Rüyamda bile beni yalnız bırakma olur mu?
     Uzun kirpiklerini birbirine vurarak yavaşça açtı. Gözlerini açtığında bembeyaz tavana baktı. Eliyle yataktan destek alarak kalktı. Bir eli hâlâ yataktayken diğer eliyle alnını okşadı. "Nerdeyim ben?" Diye söylenirken ayaklanmaya çalıştı. Üstündeki upuzun bembeyaz etek ile bluza baktı. Neyin nesiydi bunlar? Pencereye yaklaştı ve bordo perdeleri araladi. Dışarıda birsürü çocuk oyun oynuyordu. Kapının açıldığinı hisedip hizla arkasına döndü. İçeri uzun boylu bir adam girdi. "Hayatım? Uyanmışsın. Hadi gel kağvaltı hazır." Ne dediğini anlamaya çalışir gibi kaşlarını çattı. Bu adam kocası mıydı?  Kafasını kaşıdı. Ne oluyirdu böyle. Sonra her şey yerli yerine geldi. Hızlıca kollarını adamın boynuna doladı. "Tamam, geliyorum birtanem."
     O sırada "anne!" Diye bir ses duyuldu. Pencerenin kenarına  yaklaştı. Bir kız çocuğu, ve bir erkek elindeki bez bebeği çekiştiriyordu. "Anne müslüm bebeği bana vermiyor!"  Miray gülümsedi. "Müslüm! Niye kız oyuncaklarıyla oynuyorsun ver kardeşine!" Diye bağırdı. Meryem zafer kazanmış gibi bez bebeği havaya kaldırırken Miray gülümsedi. 
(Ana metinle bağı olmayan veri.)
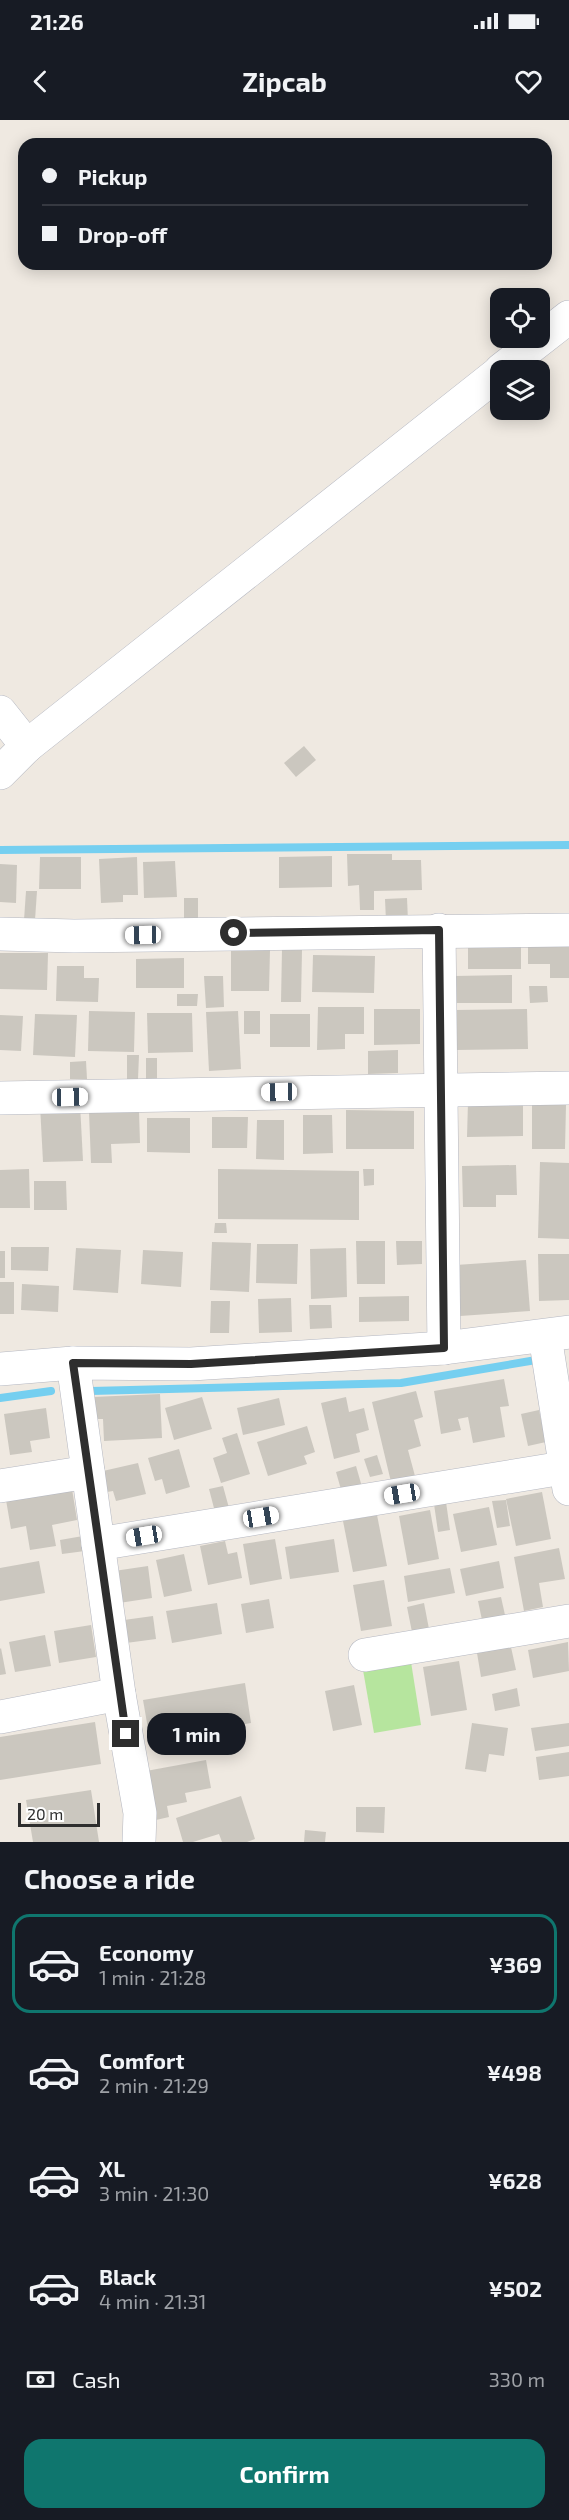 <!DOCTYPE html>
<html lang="en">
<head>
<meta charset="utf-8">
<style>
	body { margin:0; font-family:"Exo 2",sans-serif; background:#242831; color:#f1f3f6; height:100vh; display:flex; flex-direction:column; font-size:22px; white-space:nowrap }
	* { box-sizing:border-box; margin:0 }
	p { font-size:20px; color:#9ea1a6 }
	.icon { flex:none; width:33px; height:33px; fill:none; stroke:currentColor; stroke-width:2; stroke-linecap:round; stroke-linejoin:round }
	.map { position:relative; height:1722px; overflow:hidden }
	.sheet { display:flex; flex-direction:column; background:#171b24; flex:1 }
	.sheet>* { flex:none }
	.banner { position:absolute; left:18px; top:18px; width:534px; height:132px; border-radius:18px; box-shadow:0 3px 15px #0003; display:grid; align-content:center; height:132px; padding:0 24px; background:#171b24 }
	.controls { position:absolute; left:490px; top:168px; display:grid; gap:12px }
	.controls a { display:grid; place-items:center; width:60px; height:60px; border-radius:12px; background:#171b24; box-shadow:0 3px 15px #0003; font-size:30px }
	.scale { position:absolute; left:18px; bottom:15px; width:82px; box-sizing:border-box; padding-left:6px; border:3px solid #2e2e2e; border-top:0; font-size:16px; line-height:21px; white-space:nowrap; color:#2e2e2e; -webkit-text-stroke:4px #fff; paint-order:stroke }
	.end { position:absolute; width:27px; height:27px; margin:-14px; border:8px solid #2e2e2e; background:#fff; box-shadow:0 0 0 3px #fff }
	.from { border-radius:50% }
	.bubble { position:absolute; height:42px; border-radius:18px; background:#171b24; box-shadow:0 3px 15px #0003; font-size:20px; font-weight:700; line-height:42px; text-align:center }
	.car { position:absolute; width:18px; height:36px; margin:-18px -9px; border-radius:8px; box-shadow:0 0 4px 2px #0007; background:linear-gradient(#fff 24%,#345 0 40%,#fff 0 76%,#345 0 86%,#fff 0) }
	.banner b { display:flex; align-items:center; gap:21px; height:57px; font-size:22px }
	.banner b+b { border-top:2px solid #363941 }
	.banner i { width:15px; height:15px; background:#f1f3f6 }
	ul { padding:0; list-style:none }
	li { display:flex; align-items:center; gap:18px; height:99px; margin:0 12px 9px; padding:0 12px; border:3px solid transparent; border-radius:18px }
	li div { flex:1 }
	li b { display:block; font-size:22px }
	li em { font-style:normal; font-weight:700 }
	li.active { border-color:#0f766e }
	li>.icon { width:54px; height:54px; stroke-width:1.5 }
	h2 { padding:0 24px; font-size:27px; line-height:72px }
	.pay { display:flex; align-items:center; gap:15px; height:66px; padding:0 24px; font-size:22px }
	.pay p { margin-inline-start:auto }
	.cta { display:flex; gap:12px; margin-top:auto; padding:12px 24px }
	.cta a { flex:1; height:69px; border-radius:18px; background:#0f766e; color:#fff; font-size:24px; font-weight:700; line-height:69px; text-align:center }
	.status { display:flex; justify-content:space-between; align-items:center; height:42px; padding:0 30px; background:#171b24; direction:ltr }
	.status svg { height:16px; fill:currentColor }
	header { display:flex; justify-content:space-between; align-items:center; height:78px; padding:0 24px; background:#171b24; font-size:27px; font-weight:700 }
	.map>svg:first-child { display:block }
	.green { fill:#b6e59e }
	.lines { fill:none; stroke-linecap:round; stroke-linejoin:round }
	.stream { stroke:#75cff0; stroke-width:8 }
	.building { fill:#cbc7bf }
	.minor-casing { stroke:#b4b7c1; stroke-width:34 }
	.minor { stroke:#fff; stroke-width:33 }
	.route { stroke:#2e2e2e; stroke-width:8 }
</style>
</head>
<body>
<div class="status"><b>21:26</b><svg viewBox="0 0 49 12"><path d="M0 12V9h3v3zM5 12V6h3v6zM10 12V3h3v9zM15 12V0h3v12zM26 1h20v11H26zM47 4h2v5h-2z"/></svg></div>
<header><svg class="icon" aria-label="back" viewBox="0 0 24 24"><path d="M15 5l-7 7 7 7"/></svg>Zipcab<svg class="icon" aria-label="heart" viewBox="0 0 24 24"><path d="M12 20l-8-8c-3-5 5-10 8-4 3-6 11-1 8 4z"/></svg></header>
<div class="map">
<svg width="569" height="1722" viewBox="0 0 569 1722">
	<rect width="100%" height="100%" fill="#efe9e1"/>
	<!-- green -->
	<path class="green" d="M411,1542L421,1605L374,1613L363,1550Z"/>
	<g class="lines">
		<!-- stream -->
		<g class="stream">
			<path d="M0,730L569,725"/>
			<path d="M91,1271L401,1263L542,1239"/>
			<path d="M0,1278L51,1271"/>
		</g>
	</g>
	<!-- building -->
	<g class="building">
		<path d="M304,626L316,640L296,657L284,643Z"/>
		<path d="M347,734H392V740H421L422,770L374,771V790H360L359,765L348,766Z"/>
		<path d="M332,736V767L279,768V737Z"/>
		<path d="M40,737H81V769H39Z"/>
		<path d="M137,737L138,775H123V782L101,783L99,739Z"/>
		<path d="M175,741L177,777L144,778L143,742Z"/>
		<path d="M0,744L17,745L16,783L0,782Z"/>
		<path d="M26,771H37L35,800H24Z"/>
		<rect x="184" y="778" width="14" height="25"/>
		<path d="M407,778L408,801H386L385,779Z"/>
		<rect x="468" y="824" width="53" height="25"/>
		<path d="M528,825H569V858H550V844H528Z"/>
		<path d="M231,829L270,830L269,871H231Z"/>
		<path d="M282,829L302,830L301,882H281Z"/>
		<path d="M0,833H48L47,870L0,869Z"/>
		<path d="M313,835L375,836L374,873L312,872Z"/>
		<path d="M184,838V868H136V839Z"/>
		<path d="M57,846H84V858H99L98,882L56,881Z"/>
		<path d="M512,855V883H454V856Z"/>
		<path d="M204,856H223L224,887L206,888Z"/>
		<path d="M529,866H547L548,882L530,883Z"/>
		<path d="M177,874H198L197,886H177Z"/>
		<path d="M318,887H364V914H345V929L317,930Z"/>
		<path d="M374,889H420V924L374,925Z"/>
		<path d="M527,889L528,929L456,930L455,890Z"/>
		<path d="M89,891L135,892L134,932L88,931Z"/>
		<path d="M238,891L241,949L209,951L206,892Z"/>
		<rect x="244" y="891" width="16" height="23"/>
		<path d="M147,893H192L193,932L148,933Z"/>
		<path d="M35,894L77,895L75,937L33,935Z"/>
		<rect x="270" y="894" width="40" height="33"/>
		<path d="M0,895L23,896L21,931L0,930Z"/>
		<path d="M398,930V953L368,954V931Z"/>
		<path d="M127,935H139L138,959H127Z"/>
		<rect x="146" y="938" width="11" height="24"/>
		<path d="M86,941L87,959H70V942Z"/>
		<path d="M468,982H523V1016L467,1017Z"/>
		<path d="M80,984L83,1041L43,1042L40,985Z"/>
		<path d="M532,985H566L565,1029H532Z"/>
		<path d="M346,990L414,991V1029H346Z"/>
		<path d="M139,991L140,1023L111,1024L112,1043H91L89,992Z"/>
		<path d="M303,995H332L333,1033L303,1034Z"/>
		<path d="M212,997H248L247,1028H212Z"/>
		<path d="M147,998H190V1033L147,1032Z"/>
		<path d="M257,1000H284V1040L256,1039Z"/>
		<path d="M540,1042L569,1043V1119L538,1118Z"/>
		<path d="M516,1045L517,1075H496V1087H463L462,1046Z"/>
		<path d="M29,1049L30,1088H0V1050Z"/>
		<path d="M218,1049L359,1051V1100L218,1099Z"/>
		<path d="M363,1049H374V1065L364,1066Z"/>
		<path d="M34,1061H66L67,1090H34Z"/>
		<path d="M215,1103H226L227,1113H214Z"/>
		<path d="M356,1121H385V1164H357Z"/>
		<path d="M396,1121H422V1144L397,1145Z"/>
		<path d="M212,1122L251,1123L249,1172L210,1170Z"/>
		<path d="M257,1124H298L297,1164L256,1163Z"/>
		<path d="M11,1127H49L48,1151L11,1150Z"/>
		<path d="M76,1128L121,1130L118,1173L73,1170Z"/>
		<path d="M346,1128L347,1177L311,1179L310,1129Z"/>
		<path d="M143,1130L183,1132L181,1167L141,1164Z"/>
		<rect x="0" y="1131" width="5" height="27"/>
		<path d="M538,1134H569V1180L539,1181Z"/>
		<path d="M526,1140L530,1191L460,1196L456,1145Z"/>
		<rect x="0" y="1162" width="14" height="32"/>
		<path d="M22,1164L59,1166L58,1192L21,1190Z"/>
		<path d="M409,1176V1201L359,1202V1177Z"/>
		<path d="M291,1178L292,1212L259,1213L258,1179Z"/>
		<path d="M211,1181H230L229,1213H210Z"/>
		<path d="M309,1185H331L332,1208L310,1209Z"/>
		<path d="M504,1259L509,1286L500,1287L505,1317L473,1323L468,1297L458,1299L461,1310L441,1314L434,1271Z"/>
		<path d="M416,1271L423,1297L414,1300L421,1326L408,1330L415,1356L391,1362L372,1282Z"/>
		<path d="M160,1274L162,1318L104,1321L103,1299H94L93,1277Z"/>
		<path d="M202,1277L212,1309L174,1320L165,1288Z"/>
		<path d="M346,1277L349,1292L364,1288L369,1310L356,1314L360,1332L334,1339L321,1283Z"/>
		<path d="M279,1278L285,1305L243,1315L237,1288Z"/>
		<path d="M46,1288L50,1318L30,1321L32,1332L10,1335L4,1294Z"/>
		<path d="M539,1290L546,1322L528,1326L521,1294Z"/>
		<path d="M307,1306L315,1332L304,1336L307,1344L268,1356L257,1322Z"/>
		<path d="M237,1313L250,1354L221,1363L213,1338L227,1333L222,1318Z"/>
		<path d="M179,1329L190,1367L166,1374L162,1359L155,1361L148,1338Z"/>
		<path d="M377,1335L383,1354L370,1357L364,1339Z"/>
		<path d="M138,1343L146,1374L116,1381L113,1371L107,1372L103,1351Z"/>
		<path d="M356,1346L362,1367L342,1373L336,1352Z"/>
		<path d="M223,1366L229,1388L215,1392L209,1369Z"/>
		<path d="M72,1369L77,1400L52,1405L56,1426L30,1430L26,1406L11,1409L6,1380Z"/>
		<path d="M542,1372L551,1419L516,1426L506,1379Z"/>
		<path d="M506,1380L510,1406L497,1408L492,1381Z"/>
		<path d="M446,1382L450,1410L438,1412L434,1384Z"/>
		<path d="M489,1387L497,1425L461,1432L453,1394Z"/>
		<path d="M430,1390L439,1439L408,1445L399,1396Z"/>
		<path d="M377,1395L387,1446L353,1452L343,1401Z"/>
		<path d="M83,1416L85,1431L62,1434L60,1420Z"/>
		<path d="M275,1419L282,1459L250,1465L243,1424Z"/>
		<path d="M334,1419L339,1452L290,1459L285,1427Z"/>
		<path d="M225,1421L228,1434L237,1432L242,1458L208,1465L200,1426Z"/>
		<path d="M559,1428L565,1459L539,1463L543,1487L524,1491L514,1437Z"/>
		<path d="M184,1434L192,1471L164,1477L156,1440Z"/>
		<path d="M39,1441L45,1473L0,1481V1448Z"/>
		<path d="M499,1441L504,1468L466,1476L460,1449Z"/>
		<path d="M148,1446L152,1478L119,1483L114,1451Z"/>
		<path d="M450,1448L455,1473L408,1482L404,1456Z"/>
		<path d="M384,1460L392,1506L361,1511L353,1465Z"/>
		<path d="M501,1477L505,1495L482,1500L478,1481Z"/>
		<path d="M269,1479L274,1508L246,1513L241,1484Z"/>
		<path d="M217,1483L222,1514L172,1523L166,1491Z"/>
		<path d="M424,1483L429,1509L412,1512L407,1487Z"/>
		<path d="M153,1496L156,1519L126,1523L124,1500Z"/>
		<path d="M91,1505L96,1537L59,1543L54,1511Z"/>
		<path d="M45,1515L51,1546L15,1552L9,1522Z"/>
		<path d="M568,1522L569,1551L533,1558L528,1530Z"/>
		<path d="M511,1527L516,1550L481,1557L477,1533Z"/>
		<path d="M1,1528L6,1554L0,1555V1529Z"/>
		<path d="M459,1541L467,1590L431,1596L423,1547Z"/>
		<path d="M245,1563L251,1603L150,1620L143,1580Z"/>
		<path d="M354,1565L362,1605L333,1611L325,1571Z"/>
		<path d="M517,1568L520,1586L495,1591L492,1574Z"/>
		<path d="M95,1602L101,1644L0,1660V1617Z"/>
		<path d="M472,1603L508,1608L504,1636L489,1634L486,1652L465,1649Z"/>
		<path d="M569,1603V1626L535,1631L531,1608Z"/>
		<path d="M569,1632V1656L539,1660L536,1637Z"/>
		<path d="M206,1640L211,1668L185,1673L187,1682L167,1686L169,1697L156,1700L146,1651Z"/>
		<path d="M91,1670L99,1722H33L26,1680Z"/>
		<path d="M241,1676L255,1719L247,1722H222L219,1714L193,1722H183L176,1698Z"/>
		<path d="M356,1687H385L384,1713L356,1712Z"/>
		<path d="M305,1710L326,1712L325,1722H304Z"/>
	</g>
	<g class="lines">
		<defs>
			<g id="minor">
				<path d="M501,250L569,197"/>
				<path d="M0,592L27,626"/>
				<path d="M0,653L27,626L501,251"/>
				<path d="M439,810L444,1228"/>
				<path d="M0,814L74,816L569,810"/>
				<path d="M0,978L569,968"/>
				<path d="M545,1216L569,1369"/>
				<path d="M73,1243L119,1574L140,1693L139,1722"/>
				<path d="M0,1249L73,1243L191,1244L444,1228L569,1212"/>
				<path d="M0,1366L88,1352"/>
				<path d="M98,1424L569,1347"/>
				<path d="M365,1535L569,1501"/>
				<path d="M0,1597L119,1574"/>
			</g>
		</defs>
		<!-- minor casing -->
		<use href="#minor" class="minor-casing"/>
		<!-- minor -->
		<use href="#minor" class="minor"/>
	</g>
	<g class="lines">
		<!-- route -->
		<path class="route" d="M126,1614L73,1243L191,1244L444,1228L439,810L234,813"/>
	</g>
</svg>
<div class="controls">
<a><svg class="icon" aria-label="locate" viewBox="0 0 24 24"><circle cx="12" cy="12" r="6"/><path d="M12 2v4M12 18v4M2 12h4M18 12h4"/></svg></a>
<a><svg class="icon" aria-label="layers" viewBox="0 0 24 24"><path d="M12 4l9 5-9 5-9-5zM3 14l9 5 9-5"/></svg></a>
</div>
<div class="scale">20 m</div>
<i class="end from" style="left:234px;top:813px"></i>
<i class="end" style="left:126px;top:1614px"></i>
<div class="bubble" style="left:147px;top:1593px;width:99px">1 min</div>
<i class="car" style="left:143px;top:815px;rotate:269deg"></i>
<i class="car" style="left:279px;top:972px;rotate:269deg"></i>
<i class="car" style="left:70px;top:977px;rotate:89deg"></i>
<i class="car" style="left:402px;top:1374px;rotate:261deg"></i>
<i class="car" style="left:261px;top:1397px;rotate:81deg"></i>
<i class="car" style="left:144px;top:1416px;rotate:261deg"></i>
<div class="banner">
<b><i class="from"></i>Pickup</b>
<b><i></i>Drop-off</b>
</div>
</div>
<section class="sheet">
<h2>Choose a ride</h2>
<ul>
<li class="active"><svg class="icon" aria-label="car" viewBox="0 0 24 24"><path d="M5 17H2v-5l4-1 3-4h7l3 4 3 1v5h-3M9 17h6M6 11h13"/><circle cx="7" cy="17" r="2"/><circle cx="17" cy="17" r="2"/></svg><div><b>Economy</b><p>1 min · 21:28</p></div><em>¥369</em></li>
<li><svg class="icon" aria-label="car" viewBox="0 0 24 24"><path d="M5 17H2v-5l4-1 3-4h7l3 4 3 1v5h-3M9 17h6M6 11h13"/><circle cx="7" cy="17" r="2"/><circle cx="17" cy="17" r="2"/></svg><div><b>Comfort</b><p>2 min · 21:29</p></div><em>¥498</em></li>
<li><svg class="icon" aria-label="car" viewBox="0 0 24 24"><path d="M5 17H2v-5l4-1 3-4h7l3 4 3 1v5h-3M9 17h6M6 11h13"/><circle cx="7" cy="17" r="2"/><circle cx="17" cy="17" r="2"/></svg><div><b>XL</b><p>3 min · 21:30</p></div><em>¥628</em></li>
<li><svg class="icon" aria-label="car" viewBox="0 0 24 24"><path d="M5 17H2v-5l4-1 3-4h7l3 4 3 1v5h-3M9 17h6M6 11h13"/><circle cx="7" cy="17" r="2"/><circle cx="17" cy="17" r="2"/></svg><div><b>Black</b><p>4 min · 21:31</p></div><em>¥502</em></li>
</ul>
<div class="pay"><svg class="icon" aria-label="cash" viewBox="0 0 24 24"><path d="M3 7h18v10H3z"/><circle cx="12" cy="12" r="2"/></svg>Cash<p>330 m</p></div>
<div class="cta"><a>Confirm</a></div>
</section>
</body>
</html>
      Miray ve Mustafa merdivenlerden inip alt kattaki mutfağa indiler. Sofra harika görünüyordu! Sigara börekleri, menemen, sucuklu omlet! Ve dah neler neler! Miray diliyle dudaklarını yalarken "of enfes gözüküyor! Bunlarin hepsini sen hazırlamış olamazsın!" Dedi. Mustfa güçlü kollarını ona doladı. "Dıt! Yanlış bildin ben yaptım!" "Hadi canım!" "Tamam belki biraz yardım almış olabilirim" dedi. Ve içeri giren minikler kendi aralarinda kıkırdadı. "Anne biliyo musun? Babam böreği kesmeden dümdüz saracaktı!" Onlar kendi aralarında gülerken, mustafa dudaklarını ısırdı ve Miray, ona kızmış gibi gözlerini kıstı. "Seni gidi haylaz seni" derken yanağına bir öpücük kondurdu. Cocuklar hemen annelerinin yanına üşüşüp "bende bende!" Diye bağırdılar. Miray kıskanc çocuklarina bakarken güldu ve egikip hepsini tek tek öptü. "Tamam hadi bakalım yemeğe!" Dedi. Birlikte masaya otururlarken miray hemen bir börek aldı. "Hımm. Beklediğimden daha iyi" dedi.
     Masanın sonundaki 3 servis tabağını eline aldı. İçlerine güzelce yemeklerden doldurdu. Tabakları çocukların önüne birakırken Mete'ye baktı. Mete ne kadar büyümüştü.  Nerden baksan 10 yaşlarındaydı. Mustafa menemenin tadına bakarken "he bu arada minikler-" "ben minik değilim" diyen meteye cevap olarak "evet öylesin" dedi ve devam etti. "Saçınızı kestirmeye gidicez. Önce Meryem'i kuaföre götürücez o saçla daha fazla yeri silmeni istemiyorum" dedi. Sonra Meryem dudaklarını büzüp kalçalarından bile aşaği sarkan kıvırcik saçlarina baktı. Saçları düzleşince daha da fazla uzuyordu. "Meryemin saçlarını kestirdikten sonra kuaförün hemen kenarindaki berbere gideceğiz. Sonra size bir ekmek arasi ismarlayacağım tamam mı? He bir de Mete,dersine çalış oğlum ögretmeninden mesaj geliyir haberin olsun" dedi. " hemen yetiştirdi dimi?" Diye sordu mete. "Sence?" Diye cevap verdi Mustafa.
     Yemeklerini bitirdikten sonra onlar evden ayrılırken tekrar yatağına çıktı bugün ona tatildi. Kendini yatağına bıraktı. Kenarindaki kitabı aldı. Odaklanamayınca yerine koydu. Ve bir anda alt kattan sesler gelmeye başladı. "Mustafa!?" Ses gelmiyordu. Aşağı indiğı sırada elinde bıçak tutan bir silüet gördü. Ve uyandı her şey bir rüyaydı.